INSTRUCTIONS FOR THE TASK
Take the data below and repeat it exactly.

*** Opening of GIVEN INFORMATION ***

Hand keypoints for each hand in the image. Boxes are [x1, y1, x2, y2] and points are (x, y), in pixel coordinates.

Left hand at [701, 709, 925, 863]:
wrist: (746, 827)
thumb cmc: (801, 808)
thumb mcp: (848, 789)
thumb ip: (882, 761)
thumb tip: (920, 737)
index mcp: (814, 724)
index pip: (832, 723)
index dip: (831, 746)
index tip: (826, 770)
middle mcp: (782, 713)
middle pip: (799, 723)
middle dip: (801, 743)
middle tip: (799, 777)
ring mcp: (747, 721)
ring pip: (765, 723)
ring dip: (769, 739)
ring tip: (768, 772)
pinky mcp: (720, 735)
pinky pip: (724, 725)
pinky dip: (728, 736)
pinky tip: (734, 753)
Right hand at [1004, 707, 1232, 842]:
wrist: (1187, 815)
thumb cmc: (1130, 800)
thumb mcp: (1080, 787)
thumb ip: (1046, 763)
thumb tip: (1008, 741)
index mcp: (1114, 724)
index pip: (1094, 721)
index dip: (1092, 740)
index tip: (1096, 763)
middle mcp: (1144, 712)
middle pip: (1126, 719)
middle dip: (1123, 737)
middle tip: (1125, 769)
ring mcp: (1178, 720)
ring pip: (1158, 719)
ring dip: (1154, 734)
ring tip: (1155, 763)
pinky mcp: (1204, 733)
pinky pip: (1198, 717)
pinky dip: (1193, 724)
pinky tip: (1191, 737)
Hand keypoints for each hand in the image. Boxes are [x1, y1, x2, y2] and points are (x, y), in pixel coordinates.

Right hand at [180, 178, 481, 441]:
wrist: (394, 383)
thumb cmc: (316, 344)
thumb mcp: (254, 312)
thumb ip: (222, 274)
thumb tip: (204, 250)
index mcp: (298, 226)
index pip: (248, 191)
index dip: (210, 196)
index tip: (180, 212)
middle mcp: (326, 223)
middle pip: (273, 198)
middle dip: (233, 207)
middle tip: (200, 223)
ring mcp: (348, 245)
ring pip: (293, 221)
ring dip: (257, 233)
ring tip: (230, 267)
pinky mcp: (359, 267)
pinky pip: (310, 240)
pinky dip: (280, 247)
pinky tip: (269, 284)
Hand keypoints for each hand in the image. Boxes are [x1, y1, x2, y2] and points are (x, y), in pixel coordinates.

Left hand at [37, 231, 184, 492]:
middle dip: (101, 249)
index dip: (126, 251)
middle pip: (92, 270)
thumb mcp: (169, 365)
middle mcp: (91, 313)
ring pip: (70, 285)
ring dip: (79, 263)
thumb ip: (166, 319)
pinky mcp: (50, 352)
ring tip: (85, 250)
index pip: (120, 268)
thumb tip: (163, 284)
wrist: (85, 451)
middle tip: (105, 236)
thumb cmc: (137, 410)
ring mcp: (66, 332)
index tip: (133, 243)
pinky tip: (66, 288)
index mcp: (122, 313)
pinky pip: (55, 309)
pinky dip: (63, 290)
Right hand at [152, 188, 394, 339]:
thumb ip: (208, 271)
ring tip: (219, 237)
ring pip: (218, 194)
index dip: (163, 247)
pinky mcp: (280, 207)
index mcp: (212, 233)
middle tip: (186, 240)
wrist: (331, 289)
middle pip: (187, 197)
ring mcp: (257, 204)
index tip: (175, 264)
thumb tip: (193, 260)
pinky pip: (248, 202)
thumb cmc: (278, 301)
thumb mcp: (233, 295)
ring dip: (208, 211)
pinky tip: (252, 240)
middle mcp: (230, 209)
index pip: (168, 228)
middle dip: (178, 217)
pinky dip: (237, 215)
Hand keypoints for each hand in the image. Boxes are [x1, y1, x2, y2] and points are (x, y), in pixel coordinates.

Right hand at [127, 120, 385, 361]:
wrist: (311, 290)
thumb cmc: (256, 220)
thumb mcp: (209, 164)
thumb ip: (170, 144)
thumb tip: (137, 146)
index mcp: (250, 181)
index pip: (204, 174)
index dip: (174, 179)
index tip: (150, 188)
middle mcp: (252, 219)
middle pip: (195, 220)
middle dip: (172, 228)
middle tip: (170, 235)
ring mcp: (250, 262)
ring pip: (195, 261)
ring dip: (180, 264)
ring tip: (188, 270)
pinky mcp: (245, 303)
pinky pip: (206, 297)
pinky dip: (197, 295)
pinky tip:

*** Close of GIVEN INFORMATION ***

ANSWER BELOW
Hand keypoints for each hand in the image. Boxes are [x1, y1, x2, y2] and points are (x, y), in pixel coordinates.

Left hand at [701, 709, 925, 863]:
wrist: (746, 827)
thumb cmc: (801, 808)
thumb mcp: (848, 789)
thumb ip: (882, 761)
thumb tip: (920, 737)
index mcp: (814, 724)
index pip: (832, 723)
index dip: (831, 746)
index tip: (826, 770)
middle mcp: (782, 713)
middle pip: (799, 723)
middle dip: (801, 743)
middle tip: (799, 777)
ring mcp: (747, 721)
ring pip: (765, 723)
ring dip: (769, 739)
ring tip: (768, 772)
pinky mcp: (720, 735)
pinky pip: (724, 725)
pinky dip: (728, 736)
pinky tip: (734, 753)
Right hand at [1004, 707, 1232, 842]:
wrist: (1187, 815)
thumb cmc: (1130, 800)
thumb mcp: (1080, 787)
thumb ip: (1046, 763)
thumb tip: (1008, 741)
index mcp: (1114, 724)
index pip: (1094, 721)
index dip: (1092, 740)
index tip: (1096, 763)
middle mcp: (1144, 712)
middle pip: (1126, 719)
middle dip: (1123, 737)
middle tip: (1125, 769)
ring mcp: (1178, 720)
ring pip: (1158, 719)
ring dip: (1154, 734)
ring tip: (1155, 763)
pinky mcp: (1204, 733)
pinky pip: (1198, 717)
pinky dip: (1193, 724)
pinky tip: (1191, 737)
Hand keypoints for each hand in the image. Boxes are [x1, y1, x2, y2] and points are (x, y), in pixel coordinates.

Right hand at [180, 178, 481, 441]:
wrist: (394, 383)
thumb cmc: (316, 344)
thumb mcp: (254, 312)
thumb ip: (222, 274)
thumb tip: (204, 250)
index mcp: (298, 226)
index pip: (248, 191)
index dip: (210, 196)
index tip: (180, 212)
middle mcp: (326, 223)
middle pip: (273, 198)
middle dip: (233, 207)
middle tip: (200, 223)
ring mcp: (348, 245)
ring pip: (293, 221)
ring dip: (257, 233)
ring tip: (230, 267)
pinky mcp: (359, 267)
pinky pip: (310, 240)
pinky dip: (280, 247)
pinky tip: (269, 284)
Hand keypoints for each hand in the image. Boxes are [x1, y1, x2, y2] and points are (x, y), in pixel coordinates.

Left hand at [37, 231, 184, 492]:
middle dip: (101, 249)
index dip: (126, 251)
middle pip: (92, 270)
thumb mcp: (169, 365)
middle mcp: (91, 313)
ring pip: (70, 285)
ring dip: (79, 263)
thumb ip: (166, 319)
pinky mcp: (50, 352)
ring tip: (85, 250)
index pip: (120, 268)
thumb tip: (163, 284)
wrist: (85, 451)
middle tip: (105, 236)
thumb cmc: (137, 410)
ring mcp: (66, 332)
index tip: (133, 243)
pinky tip: (66, 288)
index mcp: (122, 313)
pinky pip: (55, 309)
pinky dip: (63, 290)
Right hand at [152, 188, 394, 339]:
thumb ip: (208, 271)
ring tip: (219, 237)
ring pip: (218, 194)
index dip: (163, 247)
pinky mcp: (280, 207)
index mcp: (212, 233)
middle tip: (186, 240)
wrist: (331, 289)
middle pip: (187, 197)
ring mcp: (257, 204)
index tip: (175, 264)
thumb tip: (193, 260)
pinky pip: (248, 202)
thumb cmc: (278, 301)
thumb mcp: (233, 295)
ring dip: (208, 211)
pinky tip: (252, 240)
middle mcp: (230, 209)
index pip: (168, 228)
middle dip: (178, 217)
pinky dip: (237, 215)
Hand keypoints for each hand in the image. Boxes are [x1, y1, x2, y2] and points are (x, y), in pixel coordinates.

Right hand at [127, 120, 385, 361]:
wrist: (311, 290)
thumb cmc: (256, 220)
thumb mcp: (209, 164)
thumb ip: (170, 144)
thumb tip: (137, 146)
index mcp: (250, 181)
index pip: (204, 174)
index dip: (174, 179)
index tip: (150, 188)
middle mcp: (252, 219)
middle pip: (195, 220)
middle dip: (172, 228)
middle tip: (170, 235)
ring mcp: (250, 262)
ring pip: (195, 261)
ring dip: (180, 264)
ring tip: (188, 270)
pinky mcp: (245, 303)
pinky pip: (206, 297)
pinky dip: (197, 295)
pinky tip:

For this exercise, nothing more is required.